Understanding the extent of pleiotropy—when a single gene affects many traits—is important because it tells us about the conditions under which evolution proceeds. In addition, knowledge of pleiotropy’s extent is critically important for applied studies of genome editing or genetic engineering.

Normally, testing for pleiotropy is extremely labor-intensive. For decades, scientists have been inducing single mutations into hundreds or thousands of plants or animals to study the number of traits that are changed.

In his article in The American Naturalist, Thompson leverages a prediction from evolutionary theory—based in simple geometric principles of genetics developed by Ronald Fisher in the 1930s—to conduct an indirect test of whether pleiotropy is widespread. Using data generated from experimental hybridization studies of naturally occurring plants and animals—where different species or subspecies are crossed in the lab—Thompson tests a specific prediction that only holds when genes are pleiotropic.

The results of his analysis provide evidence that the mutations that cause evolution in nature typically have a high degree of pleiotropy. This work could have implications for gene-editing studies by making it clear that simple genetic changes might often affect many more traits than just the one where changes are desired.
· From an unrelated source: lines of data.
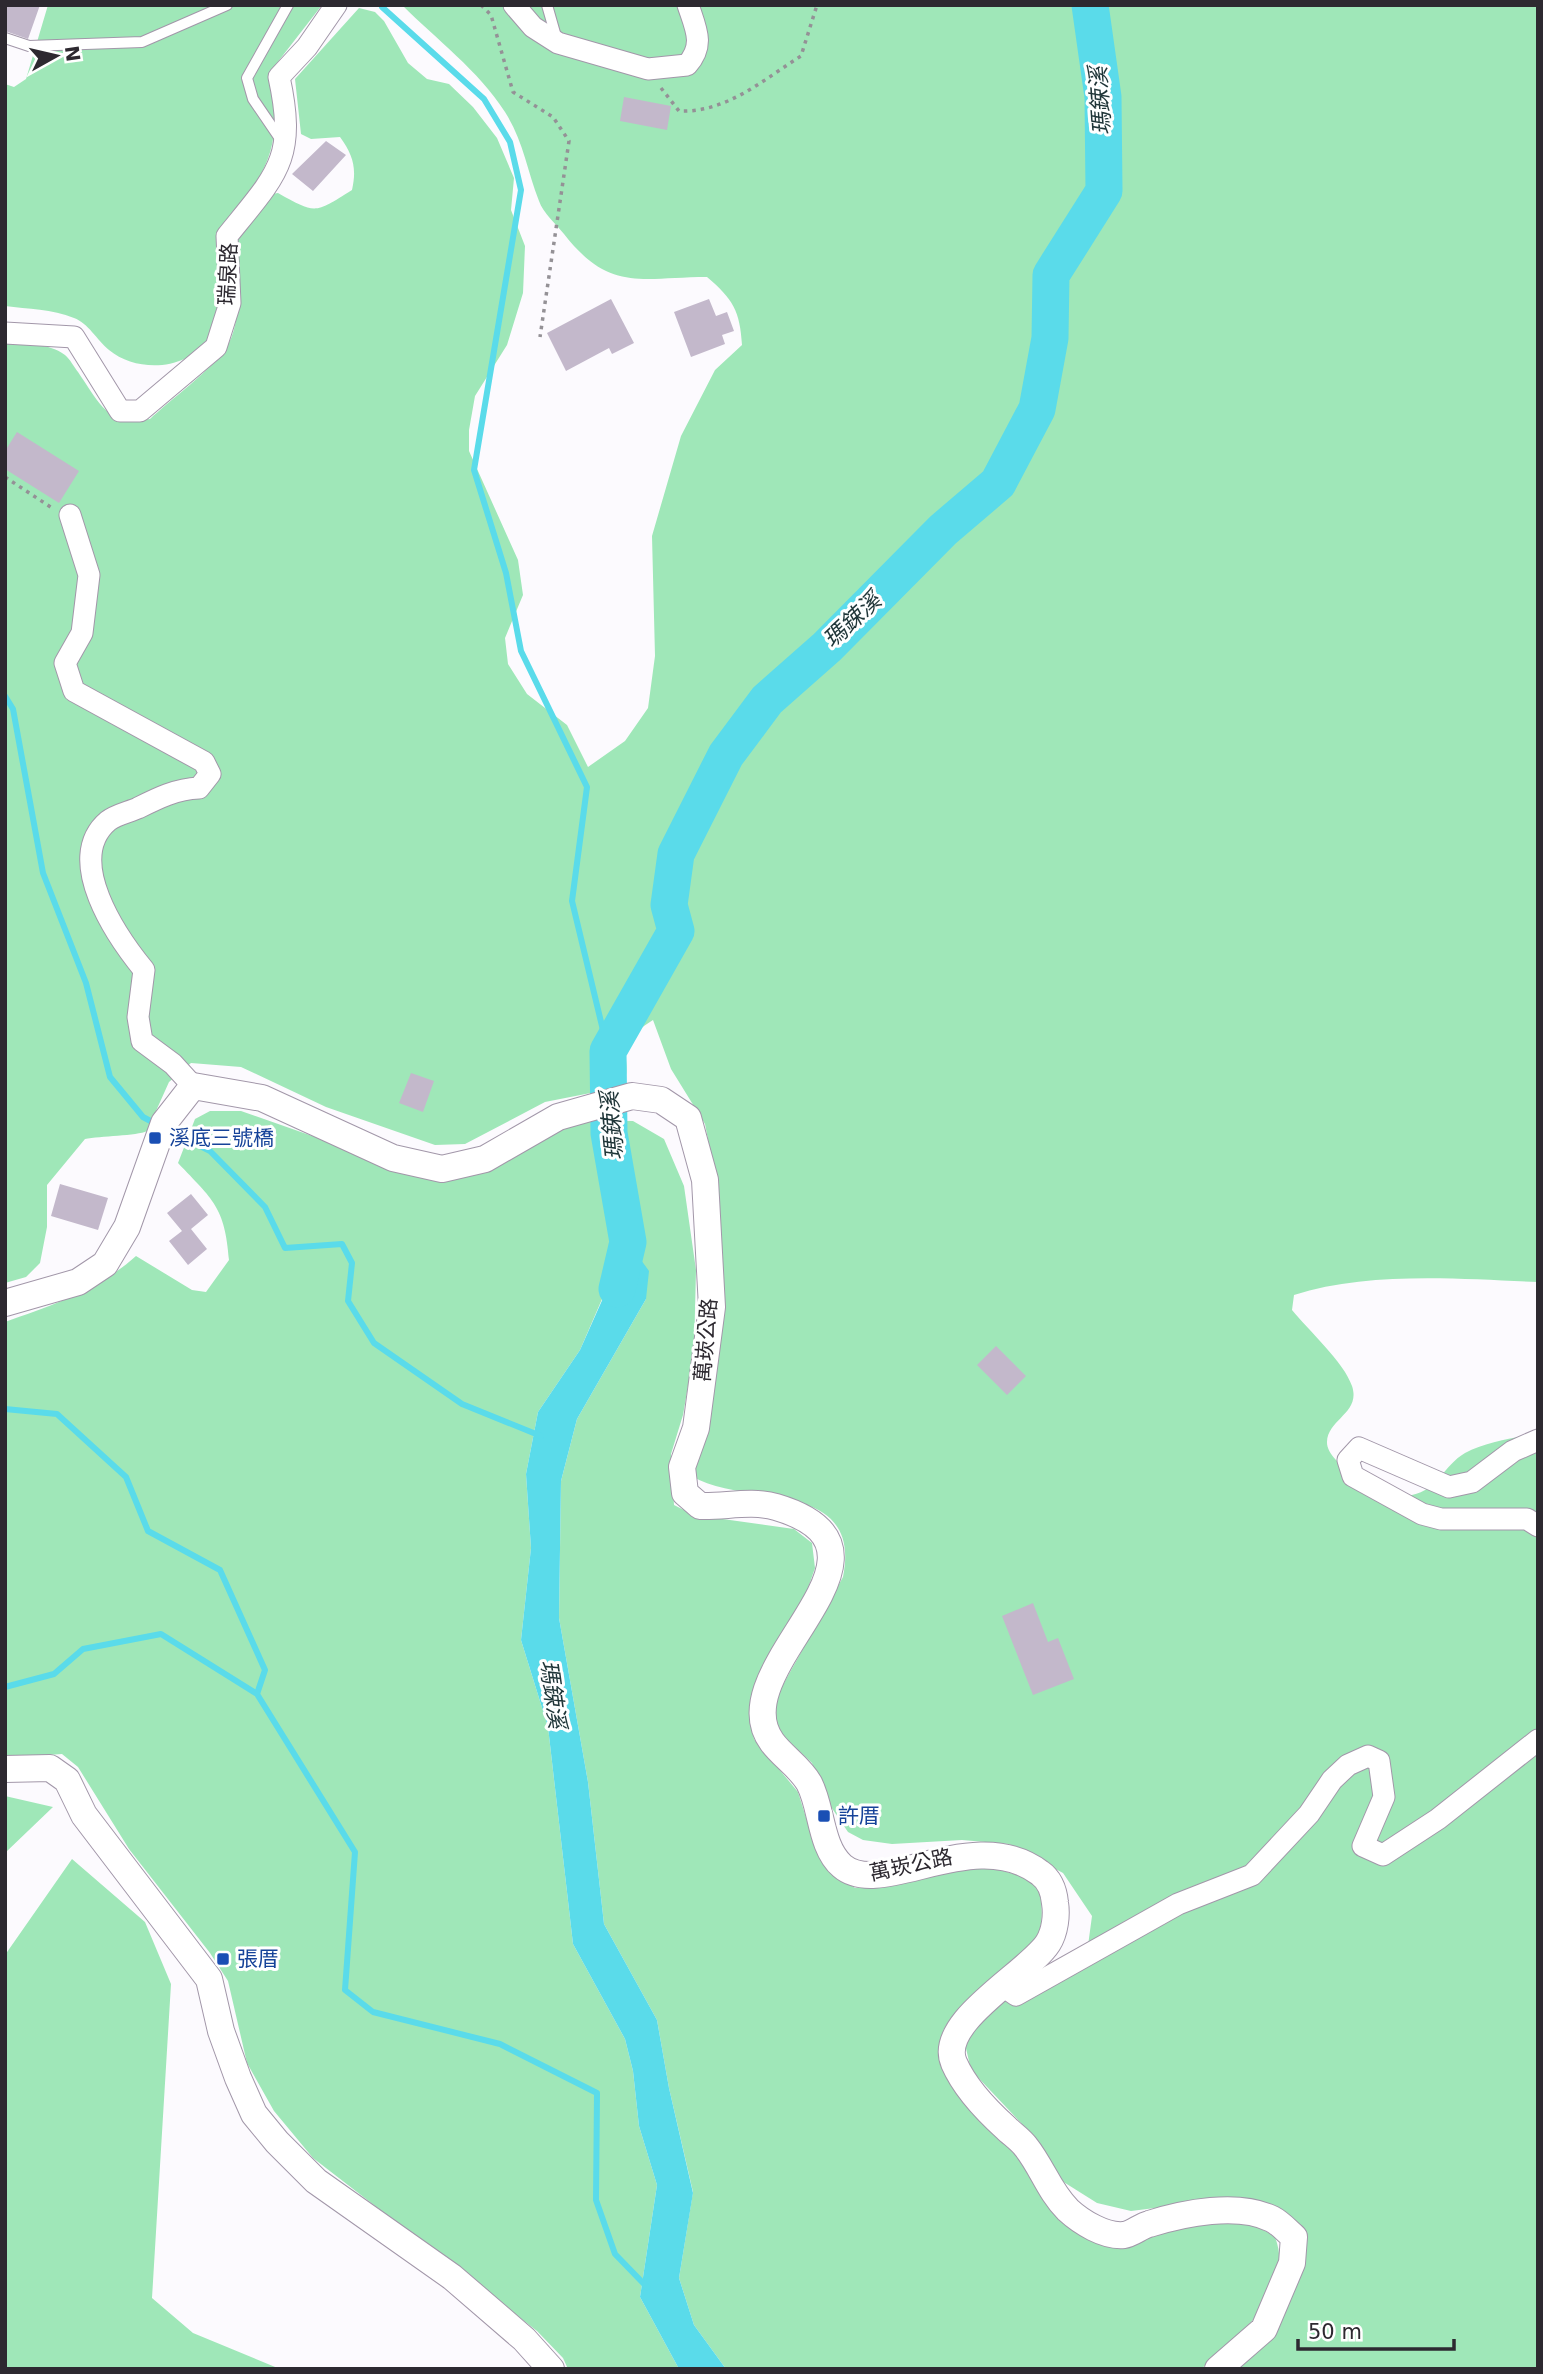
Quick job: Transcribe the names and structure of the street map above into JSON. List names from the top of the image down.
{
  "streets": {
    "street": ["瑞泉路", "萬崁公路"]
  },
  "water": ["瑪鋉溪"],
  "places": {
    "transit": ["溪底三號橋", "許厝", "張厝"]
  },
  "scale_bar": "50 m",
  "north": "right"
}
The alleles used for adaptation can pleiotropically affect traits under stabilizing selection. The fixation of alleles with deleterious pleiotropic side-effects causes compensatory alleles to be favoured by selection. Such compensatory alleles might segregate in interpopulation hybrids, resulting in segregation variance for traits where parents have indistinguishable phenotypes. If adaptation typically involves pleiotropy and compensation, then the segregation variance for traits under stabilizing selection is expected to increase with the magnitude of adaptive phenotypic divergence between parents. This prediction has not been tested empirically, and I gathered data from experimental hybridization studies to evaluate it. I found that pairs of parents which are more phenotypically divergent beget hybrids with more segregation variance in traits for which the parents are statistically indistinguishable. This result suggests that adaptive divergence between pairs of natural populations proceeds via pleiotropy and compensation, and that deleterious transgressive segregation variance accumulates systematically as populations diverge.